ASSIGNMENT — In the listing that follows, copy out each line that includes the word "roads".

RECORDS FOR THE EXERCISE —
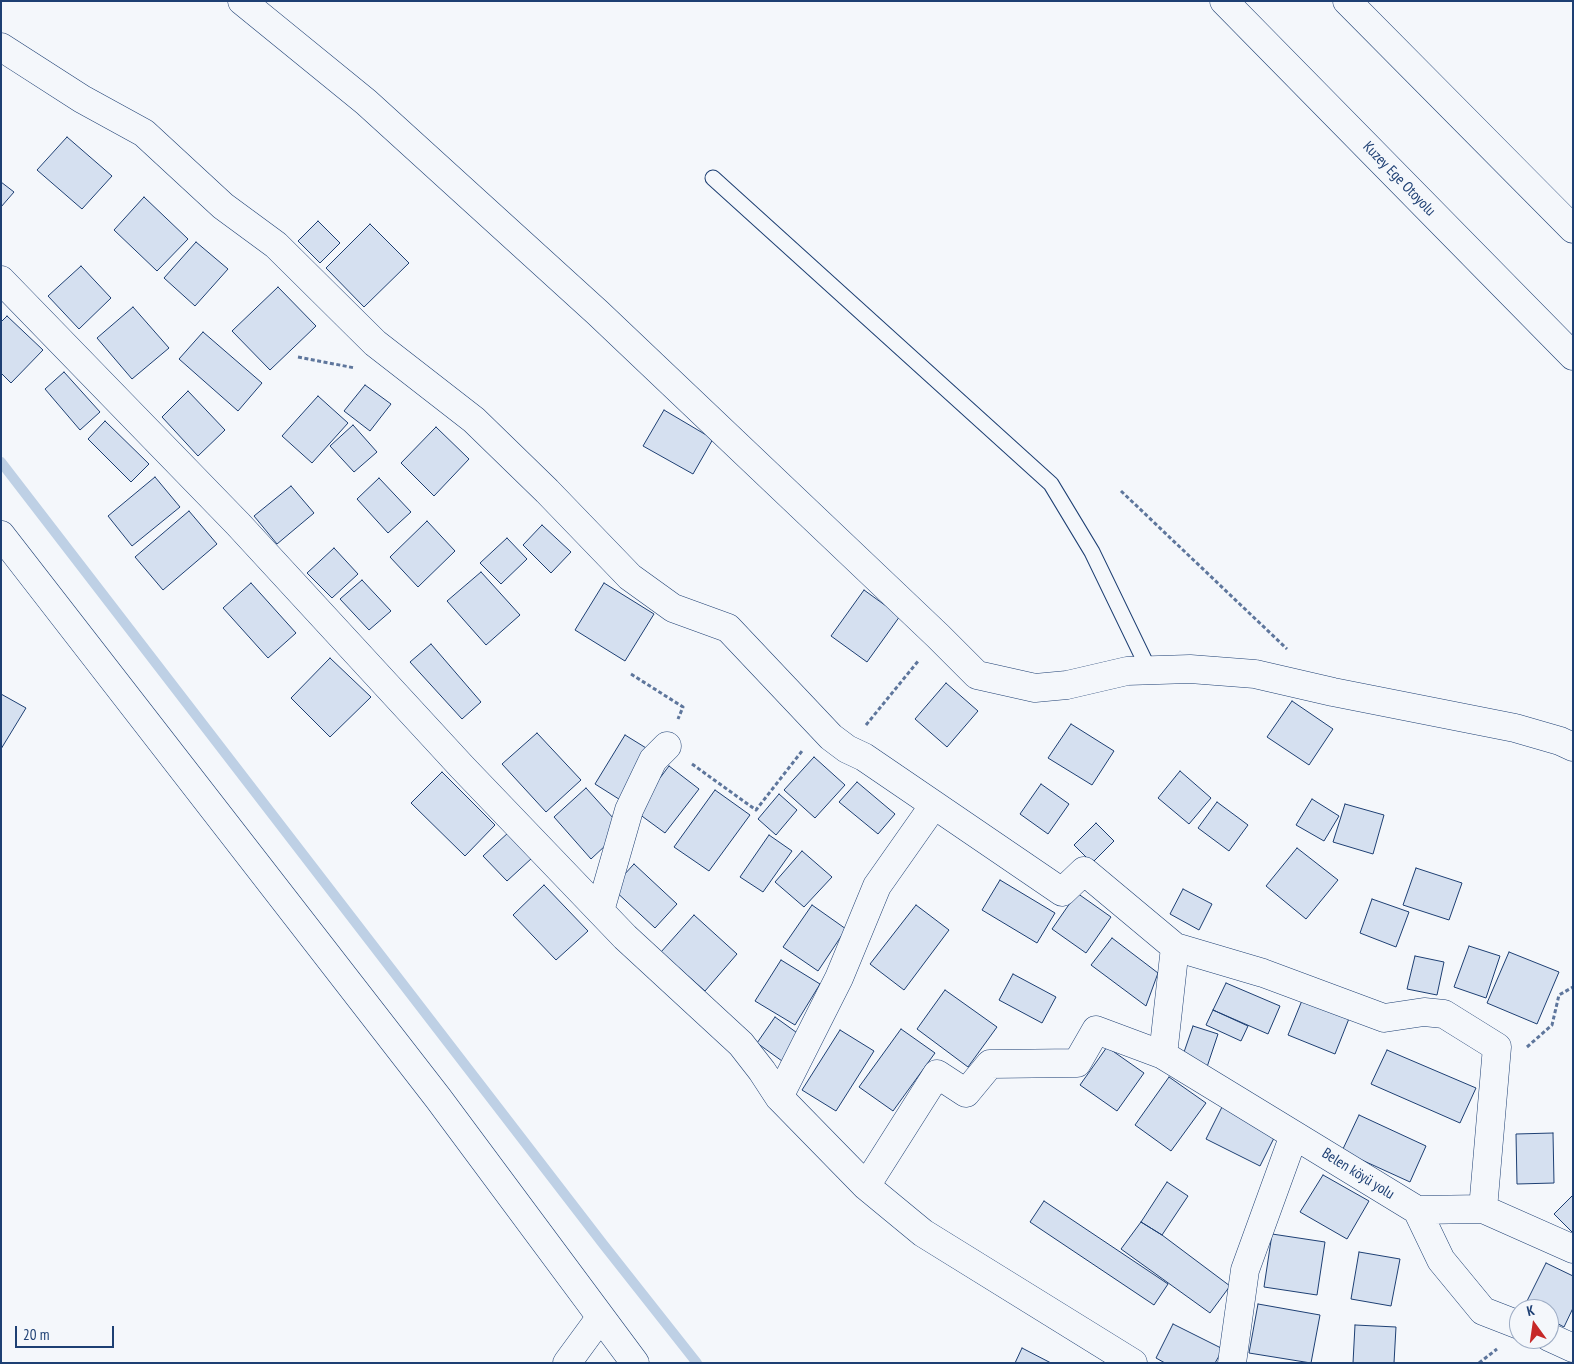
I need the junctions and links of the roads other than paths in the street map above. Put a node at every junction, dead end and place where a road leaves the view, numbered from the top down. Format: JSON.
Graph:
{"nodes":[{"id":1,"x":242,"y":1,"type":"edge"},
{"id":2,"x":1224,"y":1,"type":"edge"},
{"id":3,"x":1347,"y":1,"type":"edge"},
{"id":4,"x":1,"y":47,"type":"edge"},
{"id":5,"x":713,"y":178,"type":"dead end"},
{"id":6,"x":1573,"y":228,"type":"edge"},
{"id":7,"x":1,"y":280,"type":"edge"},
{"id":8,"x":1573,"y":356,"type":"edge"},
{"id":9,"x":1,"y":535,"type":"edge"},
{"id":10,"x":1149,"y":670,"type":"junction"},
{"id":11,"x":668,"y":746,"type":"road end"},
{"id":12,"x":1573,"y":748,"type":"edge"},
{"id":13,"x":934,"y":804,"type":"junction"},
{"id":14,"x":600,"y":912,"type":"junction"},
{"id":15,"x":1175,"y":947,"type":"junction"},
{"id":16,"x":1163,"y":1055,"type":"junction"},
{"id":17,"x":778,"y":1098,"type":"junction"},
{"id":18,"x":1294,"y":1135,"type":"junction"},
{"id":19,"x":866,"y":1186,"type":"junction"},
{"id":20,"x":1482,"y":1209,"type":"junction"},
{"id":21,"x":1417,"y":1210,"type":"junction"},
{"id":22,"x":1573,"y":1249,"type":"edge"},
{"id":23,"x":600,"y":1318,"type":"junction"},
{"id":24,"x":1509,"y":1321,"type":"edge"},
{"id":25,"x":1559,"y":1342,"type":"edge"},
{"id":26,"x":1573,"y":1348,"type":"edge"},
{"id":27,"x":567,"y":1363,"type":"edge"},
{"id":28,"x":635,"y":1363,"type":"edge"},
{"id":29,"x":1133,"y":1363,"type":"edge"},
{"id":30,"x":1232,"y":1363,"type":"edge"}],
"edges":[{"from":1,"to":10,"type":"main road"},
{"from":2,"to":8,"type":"main road","name":"Kuzey Ege Otoyolu"},
{"from":3,"to":6,"type":"main road"},
{"from":4,"to":13,"type":"main road"},
{"from":5,"to":10,"type":"lane"},
{"from":7,"to":14,"type":"main road"},
{"from":9,"to":23,"type":"main road"},
{"from":10,"to":12,"type":"main road"},
{"from":11,"to":14,"type":"main road"},
{"from":13,"to":15,"type":"main road"},
{"from":13,"to":17,"type":"main road"},
{"from":14,"to":17,"type":"main road"},
{"from":15,"to":16,"type":"main road"},
{"from":15,"to":20,"type":"main road"},
{"from":16,"to":18,"type":"main road","name":"Belen köyü yolu"},
{"from":16,"to":19,"type":"main road","name":"Belen köyü yolu"},
{"from":17,"to":19,"type":"main road"},
{"from":18,"to":21,"type":"main road","name":"Belen köyü yolu"},
{"from":18,"to":30,"type":"main road"},
{"from":19,"to":29,"type":"main road"},
{"from":20,"to":21,"type":"main road"},
{"from":20,"to":22,"type":"main road"},
{"from":21,"to":24,"type":"main road"},
{"from":23,"to":27,"type":"main road"},
{"from":23,"to":28,"type":"main road"},
{"from":25,"to":26,"type":"main road"}]}
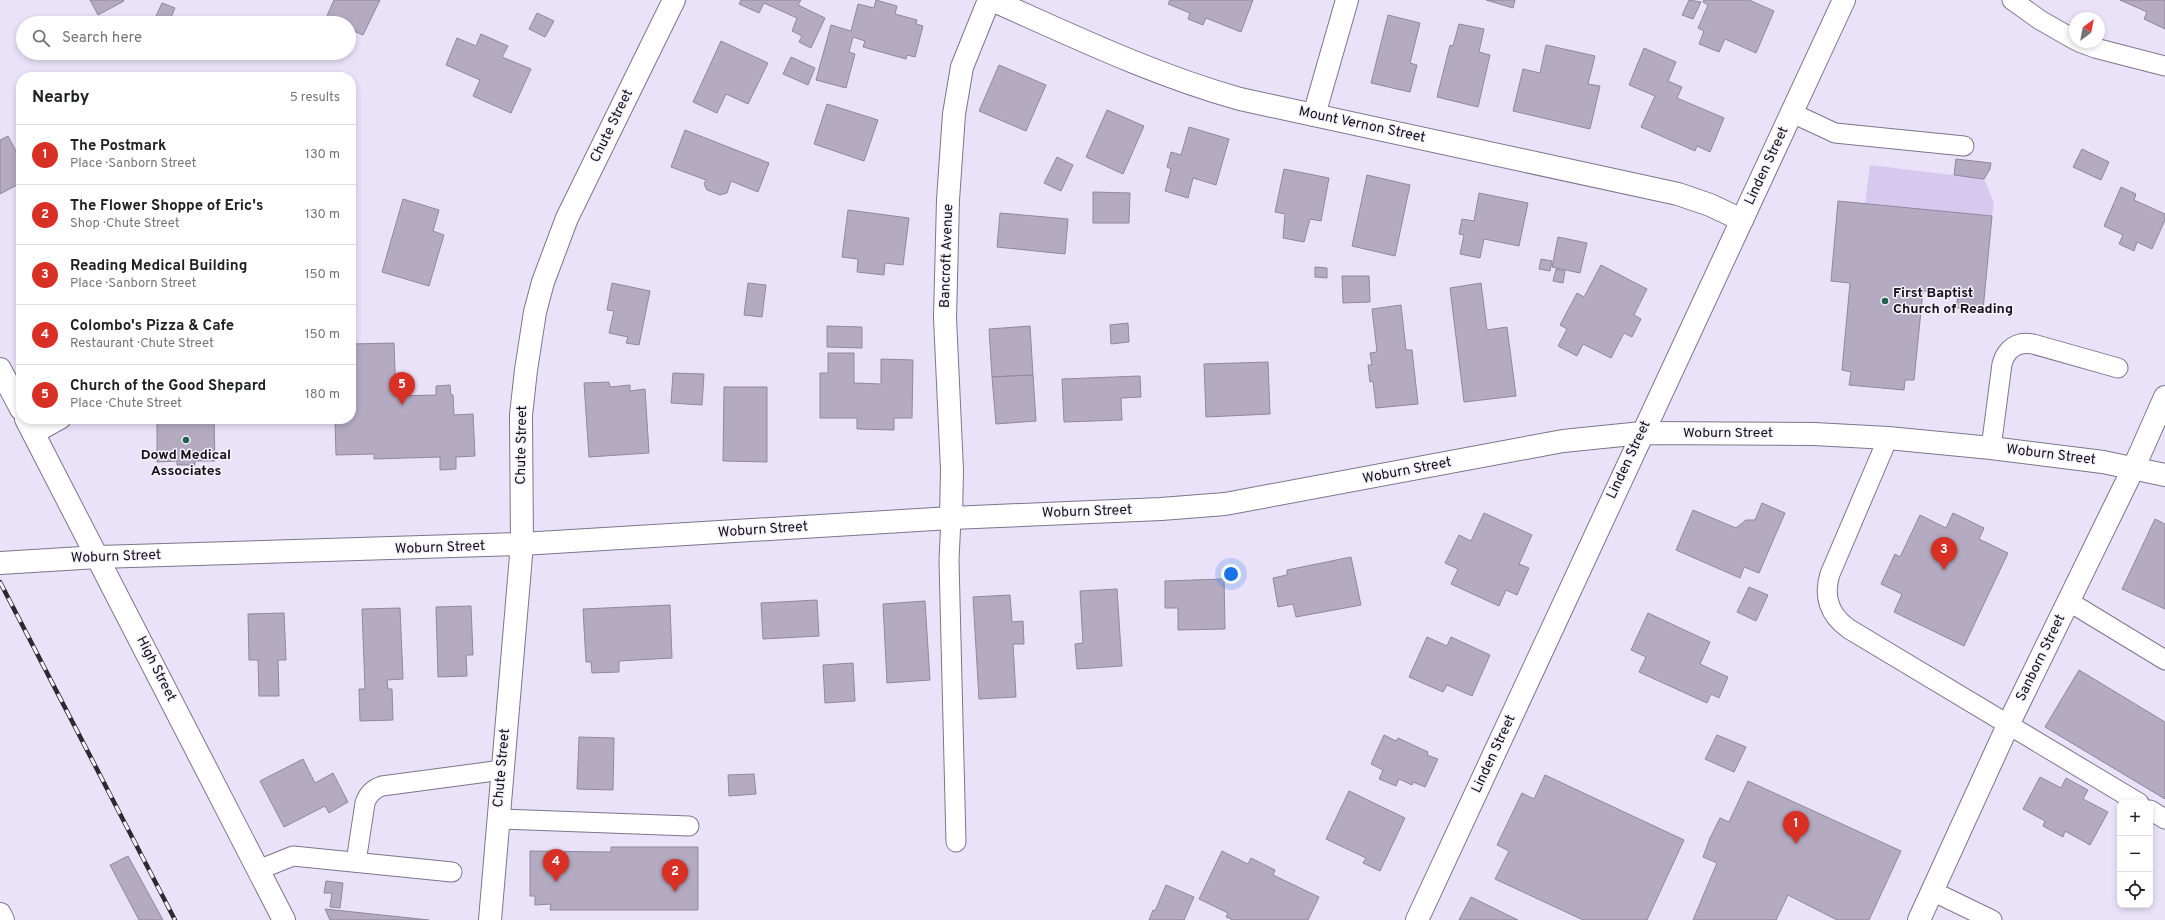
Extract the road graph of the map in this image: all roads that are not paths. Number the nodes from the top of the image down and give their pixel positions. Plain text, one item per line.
1 (674, 0) edge
2 (990, 0) edge
3 (1347, 0) edge
4 (1844, 0) edge
5 (2012, 0) edge
6 (2069, 37) edge
7 (2095, 48) edge
8 (2165, 66) edge
9 (1792, 113) junction
10 (1314, 115) junction
11 (1964, 146) dead end
12 (1742, 220) junction
13 (2118, 368) dead end
14 (0, 369) edge
15 (2165, 397) edge
16 (16, 400) edge
17 (30, 426) edge
18 (1642, 433) junction
19 (1888, 438) junction
20 (1991, 448) junction
21 (2134, 467) junction
22 (2165, 475) edge
23 (951, 518) junction
24 (522, 544) junction
25 (98, 557) junction
26 (0, 563) edge
27 (2068, 601) junction
28 (2165, 660) edge
29 (2009, 723) junction
30 (502, 770) junction
31 (2134, 800) edge
32 (2153, 812) edge
33 (498, 819) junction
34 (2165, 819) edge
35 (689, 826) dead end
36 (956, 842) dead end
37 (356, 862) junction
38 (258, 870) junction
39 (452, 872) dead end
40 (1932, 891) junction
41 (0, 914) edge
42 (3, 920) edge
43 (284, 920) edge
44 (490, 920) edge
45 (1417, 920) edge
46 (1919, 920) edge
47 (1992, 920) edge

1 - 24 street, Chute Street
2 - 10 street, Mount Vernon Street
2 - 23 street, Bancroft Avenue
3 - 10 street
4 - 9 street, Linden Street
5 - 6 lane
7 - 8 lane
9 - 11 lane
9 - 12 street, Linden Street
10 - 12 street, Mount Vernon Street
12 - 18 street, Linden Street
13 - 20 lane
14 - 16 street
15 - 21 street, Sanborn Street
17 - 25 street, High Street
18 - 19 street, Woburn Street
18 - 23 street, Woburn Street
18 - 45 street, Linden Street
19 - 20 street, Woburn Street
19 - 29 lane
20 - 21 street, Woburn Street
21 - 22 street, Woburn Street
21 - 27 street, Sanborn Street
23 - 24 street, Woburn Street
23 - 36 lane
24 - 25 street, Woburn Street
24 - 30 street, Chute Street
25 - 26 street, Woburn Street
25 - 38 street, High Street
27 - 28 lane
27 - 29 street, Sanborn Street
29 - 31 lane
29 - 40 street, Sanborn Street
30 - 33 street, Chute Street
30 - 37 lane
32 - 34 lane
33 - 35 lane
33 - 44 street, Chute Street
37 - 38 lane
37 - 39 lane
38 - 43 street, High Street
40 - 46 street, Sanborn Street
40 - 47 lane
41 - 42 street

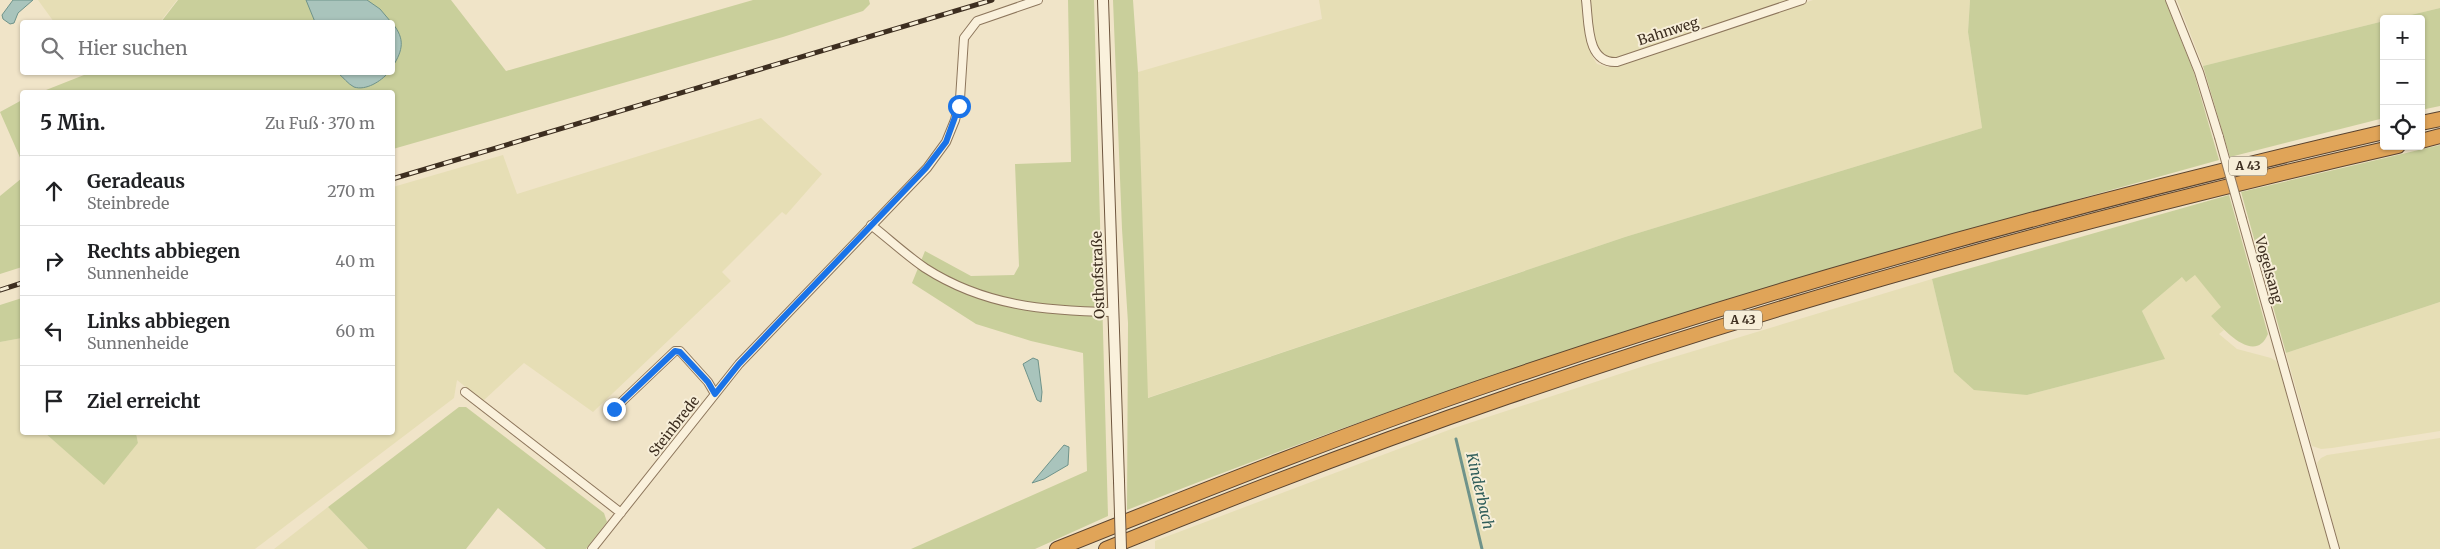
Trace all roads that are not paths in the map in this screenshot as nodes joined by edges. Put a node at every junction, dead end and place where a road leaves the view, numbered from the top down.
1 (1038, 0) edge
2 (1586, 0) edge
3 (1802, 0) edge
4 (2170, 0) edge
5 (1103, 1) edge
6 (2440, 119) edge
7 (2425, 122) edge
8 (2380, 133) edge
9 (2440, 136) edge
10 (2425, 140) edge
11 (2382, 150) edge
12 (871, 225) junction
13 (1113, 312) junction
14 (465, 392) dead end
15 (715, 394) junction
16 (614, 409) dead end
17 (621, 513) junction
18 (592, 549) edge
19 (1057, 549) edge
20 (1106, 549) edge
21 (1121, 549) edge
22 (2335, 549) edge

1 - 12 street, Steinbrede
2 - 3 street, Bahnweg
4 - 22 street, Vogelsang, bridge
5 - 13 street, Osthofstraße
6 - 7 highway
8 - 19 highway, A 43
9 - 10 highway
11 - 20 highway, A 43
12 - 13 street
12 - 15 street, Steinbrede
13 - 21 street, Osthofstraße, bridge
14 - 17 street
15 - 16 street
15 - 17 street, Steinbrede
17 - 18 street, Steinbrede

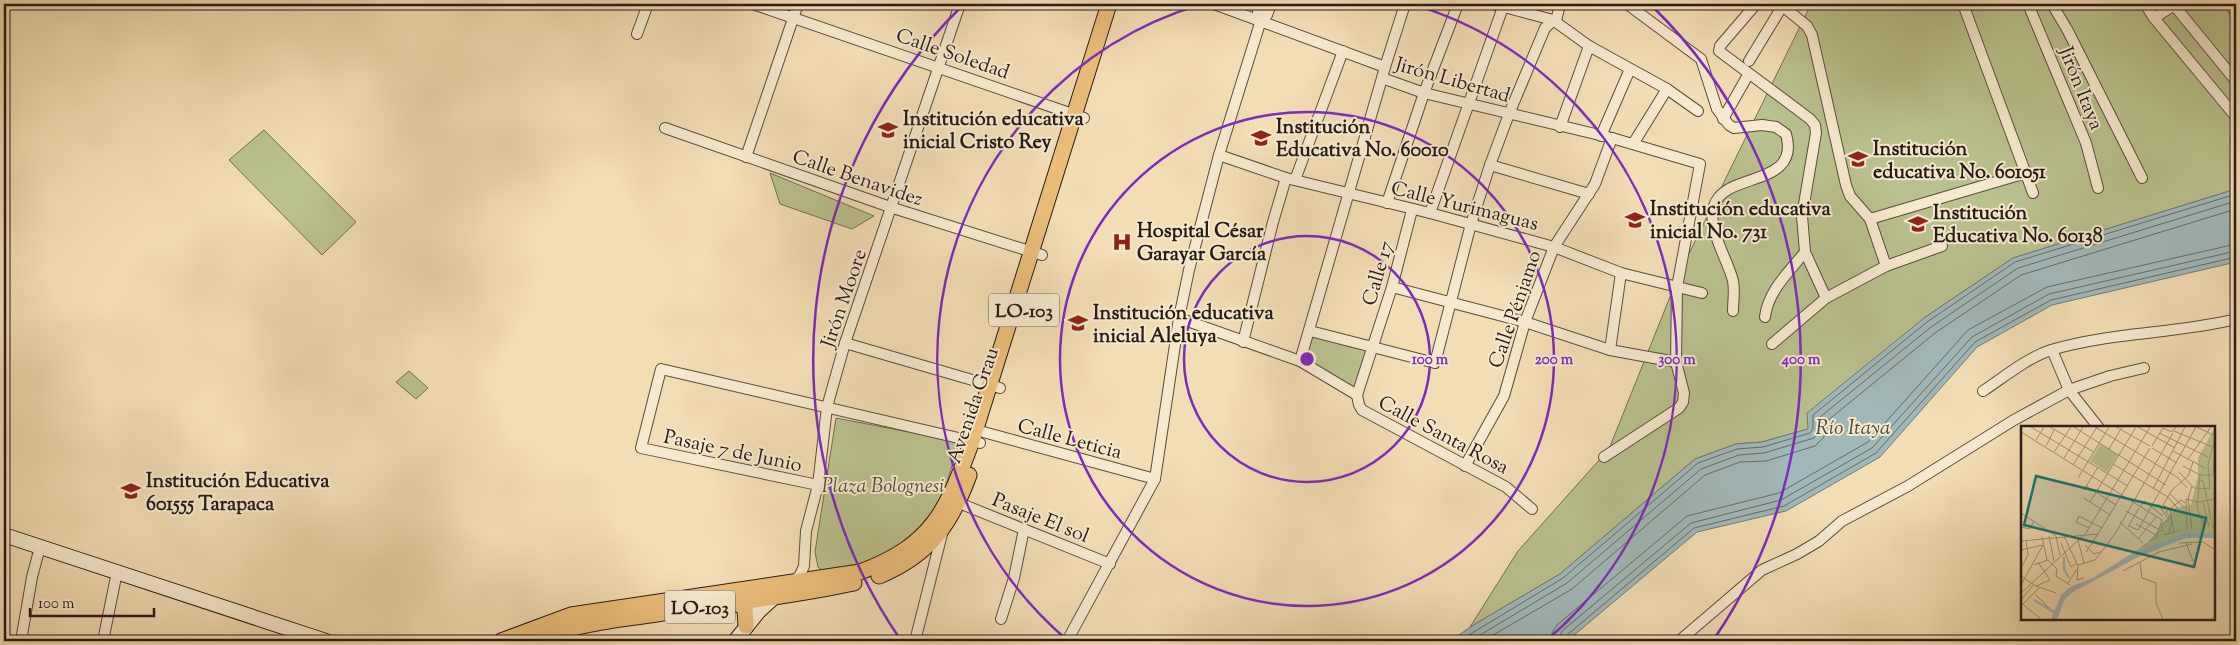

SOLUTION FOR THIS TASK —
I need the junctions and links of the roads other than paths in the street map above. Put a node at every junction, dead end and place where a road leaves the view, numbered from the top down. Format: JSON.
Extract the road graph of the map in this image: all roads that are not paths. Number the nodes from the top of the image down and give their pixel positions. Plain text, one item per line.
Trace all roads that are not paths in the map in this screenshot as nodes joined by edges. Put a node at every junction, dead end and place where a road leaves the view, numbered from the top down.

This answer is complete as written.